**Material to process**
[Start of section]

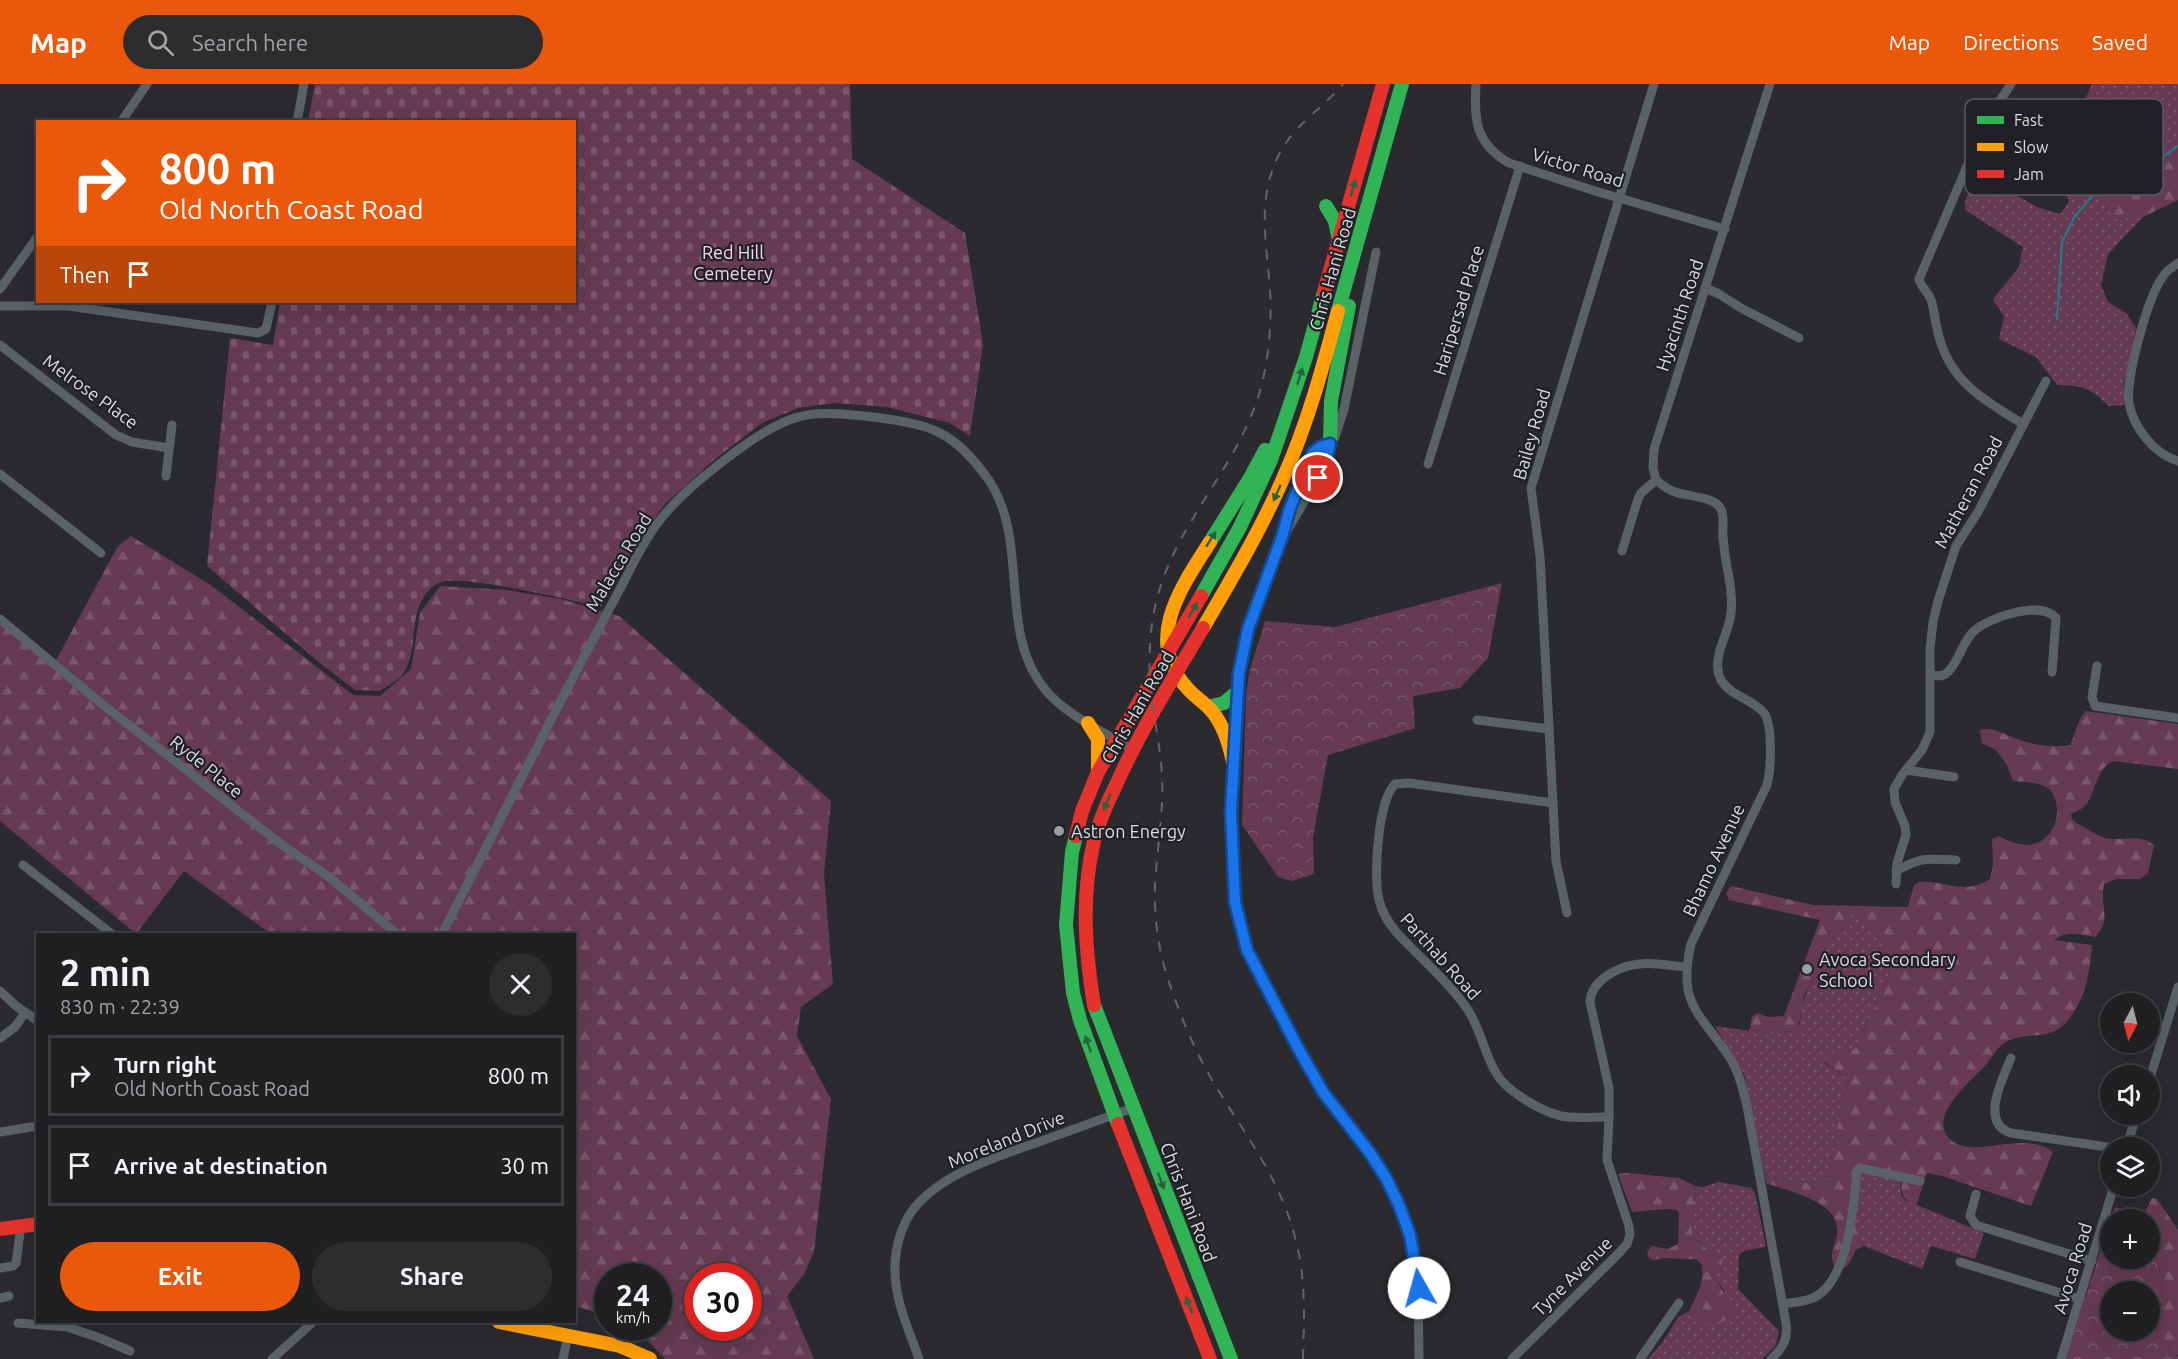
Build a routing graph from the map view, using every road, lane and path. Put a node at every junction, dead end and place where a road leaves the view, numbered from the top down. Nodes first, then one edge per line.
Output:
1 (147, 84) edge
2 (304, 84) edge
3 (1383, 84) edge
4 (1402, 84) edge
5 (1476, 84) edge
6 (1654, 84) edge
7 (1770, 84) edge
8 (2011, 84) edge
9 (2001, 99) edge
10 (121, 120) edge
11 (297, 120) edge
12 (1520, 166) junction
13 (1965, 171) edge
14 (1620, 198) junction
15 (1326, 206) dead end
16 (1725, 229) junction
17 (1338, 238) junction
18 (36, 239) edge
19 (1376, 252) dead end
20 (2178, 263) edge
21 (1348, 273) junction
22 (1705, 288) junction
23 (0, 289) edge
24 (272, 303) edge
25 (0, 306) edge
26 (1798, 338) dead end
27 (0, 345) edge
28 (2046, 381) dead end
29 (1290, 406) junction
30 (2023, 424) junction
31 (172, 425) dead end
32 (1330, 444) junction
33 (169, 448) junction
34 (2178, 461) edge
35 (1428, 464) dead end
36 (0, 474) edge
37 (166, 476) dead end
38 (1656, 480) junction
39 (1282, 537) junction
40 (1622, 551) dead end
41 (101, 553) dead end
42 (0, 619) edge
43 (2097, 666) dead end
44 (2052, 672) dead end
45 (1931, 675) junction
46 (1238, 691) junction
47 (1209, 707) junction
48 (2178, 718) edge
49 (1478, 720) dead end
50 (1088, 723) junction
51 (1550, 729) junction
52 (1116, 740) junction
53 (1132, 749) junction
54 (1233, 762) junction
55 (1906, 770) junction
56 (1098, 772) junction
57 (1954, 777) dead end
58 (1553, 803) junction
59 (1956, 860) dead end
60 (23, 865) dead end
61 (1896, 871) junction
62 (1896, 884) dead end
63 (1568, 913) dead end
64 (111, 933) edge
65 (396, 933) edge
66 (443, 933) edge
67 (1686, 968) junction
68 (2178, 987) edge
69 (0, 991) edge
70 (25, 1013) junction
71 (36, 1020) edge
72 (0, 1038) edge
73 (2011, 1058) dead end
74 (2154, 1065) edge
75 (1133, 1108) junction
76 (1114, 1114) junction
77 (1609, 1116) junction
78 (36, 1126) edge
79 (0, 1132) edge
80 (2100, 1146) edge
81 (1920, 1181) dead end
82 (1976, 1194) dead end
83 (2111, 1197) edge
84 (36, 1224) edge
85 (21, 1225) junction
86 (0, 1228) edge
87 (2092, 1261) junction
88 (1960, 1262) dead end
89 (0, 1268) edge
90 (2080, 1299) junction
91 (1679, 1303) dead end
92 (1783, 1304) junction
93 (18, 1323) dead end
94 (312, 1323) edge
95 (504, 1323) edge
96 (568, 1335) junction
97 (130, 1350) edge
98 (272, 1359) edge
99 (563, 1359) edge
100 (650, 1359) edge
101 (919, 1359) edge
102 (1210, 1359) edge
103 (1231, 1359) edge
104 (1419, 1359) edge
105 (1512, 1359) edge
106 (1640, 1359) edge
107 (1772, 1359) edge
108 (2061, 1359) edge

1 - 10 street
2 - 11 street
17 -> 3 main road, Chris Hani Road
4 - 21 main road, Chris Hani Road
5 - 12 street, Victor Road
6 - 14 street, Bailey Road
7 - 16 street, Hyacinth Road
8 - 9 street
12 - 14 street, Victor Road
12 - 35 street, Haripersad Place
13 - 30 street
14 - 16 street, Victor Road
14 - 51 street, Bailey Road
15 - 17 main road
16 - 22 street, Hyacinth Road
29 -> 17 main road, Chris Hani Road
18 - 23 street
19 - 32 street
20 - 34 street
21 - 32 main road
21 -> 53 main road, Chris Hani Road
22 - 26 street
22 - 38 street, Hyacinth Road
24 - 25 street
27 - 33 street, Melrose Place
28 - 30 street, Matheran Road
47 -> 29 main road
52 -> 29 main road, Chris Hani Road
30 - 45 street, Matheran Road
31 - 33 street
32 - 39 street
32 - 39 street
33 - 37 street
36 - 41 street
38 - 40 street
38 - 67 street, Bhamo Avenue
39 - 46 street
42 - 65 street, Ryde Place
43 - 48 street
44 - 45 street
45 - 55 street, Matheran Road
46 - 47 main road
46 - 54 street
47 - 54 main road
49 - 51 street
50 - 52 street, Malacca Road
50 - 56 main road
50 - 66 street, Malacca Road
51 - 58 street, Bailey Road
52 - 53 street, Malacca Road
52 - 56 main road, Chris Hani Road
53 -> 75 main road, Chris Hani Road
54 - 104 street
55 - 57 street
55 - 61 street, Matheran Road
76 -> 56 main road, Chris Hani Road
58 - 63 street, Bailey Road
58 - 77 street, Parthab Road
59 - 61 street
60 - 64 street
61 - 62 street, Matheran Road
67 - 77 street, Tyne Avenue
67 - 92 street, Bhamo Avenue
68 - 74 street
69 - 70 street
70 - 71 street
70 - 72 street
73 - 80 street
75 - 76 street, Moreland Drive
75 -> 103 main road, Chris Hani Road
76 - 101 street, Moreland Drive
102 -> 76 main road, Chris Hani Road
77 - 105 street, Tyne Avenue
78 - 79 street
81 - 92 street
82 - 87 street
83 - 87 street, Avoca Road
84 - 85 main road
85 - 86 main road
85 - 89 street
87 - 90 street, Avoca Road
88 - 90 street
90 - 108 street, Avoca Road
91 - 106 street
92 - 107 street
93 - 97 street
94 - 98 street
95 - 96 main road
96 - 99 street
96 - 100 main road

[End of section]

**What is expected**
In your copy of the listing, please omit the pictures and keep every word exact.

**Response to the exercise**
Build a routing graph from the map view, using every road, lane and path. Put a node at every junction, dead end and place where a road leaves the view, numbered from the top down. Nodes first, then one edge per line.
Output:
1 (147, 84) edge
2 (304, 84) edge
3 (1383, 84) edge
4 (1402, 84) edge
5 (1476, 84) edge
6 (1654, 84) edge
7 (1770, 84) edge
8 (2011, 84) edge
9 (2001, 99) edge
10 (121, 120) edge
11 (297, 120) edge
12 (1520, 166) junction
13 (1965, 171) edge
14 (1620, 198) junction
15 (1326, 206) dead end
16 (1725, 229) junction
17 (1338, 238) junction
18 (36, 239) edge
19 (1376, 252) dead end
20 (2178, 263) edge
21 (1348, 273) junction
22 (1705, 288) junction
23 (0, 289) edge
24 (272, 303) edge
25 (0, 306) edge
26 (1798, 338) dead end
27 (0, 345) edge
28 (2046, 381) dead end
29 (1290, 406) junction
30 (2023, 424) junction
31 (172, 425) dead end
32 (1330, 444) junction
33 (169, 448) junction
34 (2178, 461) edge
35 (1428, 464) dead end
36 (0, 474) edge
37 (166, 476) dead end
38 (1656, 480) junction
39 (1282, 537) junction
40 (1622, 551) dead end
41 (101, 553) dead end
42 (0, 619) edge
43 (2097, 666) dead end
44 (2052, 672) dead end
45 (1931, 675) junction
46 (1238, 691) junction
47 (1209, 707) junction
48 (2178, 718) edge
49 (1478, 720) dead end
50 (1088, 723) junction
51 (1550, 729) junction
52 (1116, 740) junction
53 (1132, 749) junction
54 (1233, 762) junction
55 (1906, 770) junction
56 (1098, 772) junction
57 (1954, 777) dead end
58 (1553, 803) junction
59 (1956, 860) dead end
60 (23, 865) dead end
61 (1896, 871) junction
62 (1896, 884) dead end
63 (1568, 913) dead end
64 (111, 933) edge
65 (396, 933) edge
66 (443, 933) edge
67 (1686, 968) junction
68 (2178, 987) edge
69 (0, 991) edge
70 (25, 1013) junction
71 (36, 1020) edge
72 (0, 1038) edge
73 (2011, 1058) dead end
74 (2154, 1065) edge
75 (1133, 1108) junction
76 (1114, 1114) junction
77 (1609, 1116) junction
78 (36, 1126) edge
79 (0, 1132) edge
80 (2100, 1146) edge
81 (1920, 1181) dead end
82 (1976, 1194) dead end
83 (2111, 1197) edge
84 (36, 1224) edge
85 (21, 1225) junction
86 (0, 1228) edge
87 (2092, 1261) junction
88 (1960, 1262) dead end
89 (0, 1268) edge
90 (2080, 1299) junction
91 (1679, 1303) dead end
92 (1783, 1304) junction
93 (18, 1323) dead end
94 (312, 1323) edge
95 (504, 1323) edge
96 (568, 1335) junction
97 (130, 1350) edge
98 (272, 1359) edge
99 (563, 1359) edge
100 (650, 1359) edge
101 (919, 1359) edge
102 (1210, 1359) edge
103 (1231, 1359) edge
104 (1419, 1359) edge
105 (1512, 1359) edge
106 (1640, 1359) edge
107 (1772, 1359) edge
108 (2061, 1359) edge

1 - 10 street
2 - 11 street
17 -> 3 main road, Chris Hani Road
4 - 21 main road, Chris Hani Road
5 - 12 street, Victor Road
6 - 14 street, Bailey Road
7 - 16 street, Hyacinth Road
8 - 9 street
12 - 14 street, Victor Road
12 - 35 street, Haripersad Place
13 - 30 street
14 - 16 street, Victor Road
14 - 51 street, Bailey Road
15 - 17 main road
16 - 22 street, Hyacinth Road
29 -> 17 main road, Chris Hani Road
18 - 23 street
19 - 32 street
20 - 34 street
21 - 32 main road
21 -> 53 main road, Chris Hani Road
22 - 26 street
22 - 38 street, Hyacinth Road
24 - 25 street
27 - 33 street, Melrose Place
28 - 30 street, Matheran Road
47 -> 29 main road
52 -> 29 main road, Chris Hani Road
30 - 45 street, Matheran Road
31 - 33 street
32 - 39 street
32 - 39 street
33 - 37 street
36 - 41 street
38 - 40 street
38 - 67 street, Bhamo Avenue
39 - 46 street
42 - 65 street, Ryde Place
43 - 48 street
44 - 45 street
45 - 55 street, Matheran Road
46 - 47 main road
46 - 54 street
47 - 54 main road
49 - 51 street
50 - 52 street, Malacca Road
50 - 56 main road
50 - 66 street, Malacca Road
51 - 58 street, Bailey Road
52 - 53 street, Malacca Road
52 - 56 main road, Chris Hani Road
53 -> 75 main road, Chris Hani Road
54 - 104 street
55 - 57 street
55 - 61 street, Matheran Road
76 -> 56 main road, Chris Hani Road
58 - 63 street, Bailey Road
58 - 77 street, Parthab Road
59 - 61 street
60 - 64 street
61 - 62 street, Matheran Road
67 - 77 street, Tyne Avenue
67 - 92 street, Bhamo Avenue
68 - 74 street
69 - 70 street
70 - 71 street
70 - 72 street
73 - 80 street
75 - 76 street, Moreland Drive
75 -> 103 main road, Chris Hani Road
76 - 101 street, Moreland Drive
102 -> 76 main road, Chris Hani Road
77 - 105 street, Tyne Avenue
78 - 79 street
81 - 92 street
82 - 87 street
83 - 87 street, Avoca Road
84 - 85 main road
85 - 86 main road
85 - 89 street
87 - 90 street, Avoca Road
88 - 90 street
90 - 108 street, Avoca Road
91 - 106 street
92 - 107 street
93 - 97 street
94 - 98 street
95 - 96 main road
96 - 99 street
96 - 100 main road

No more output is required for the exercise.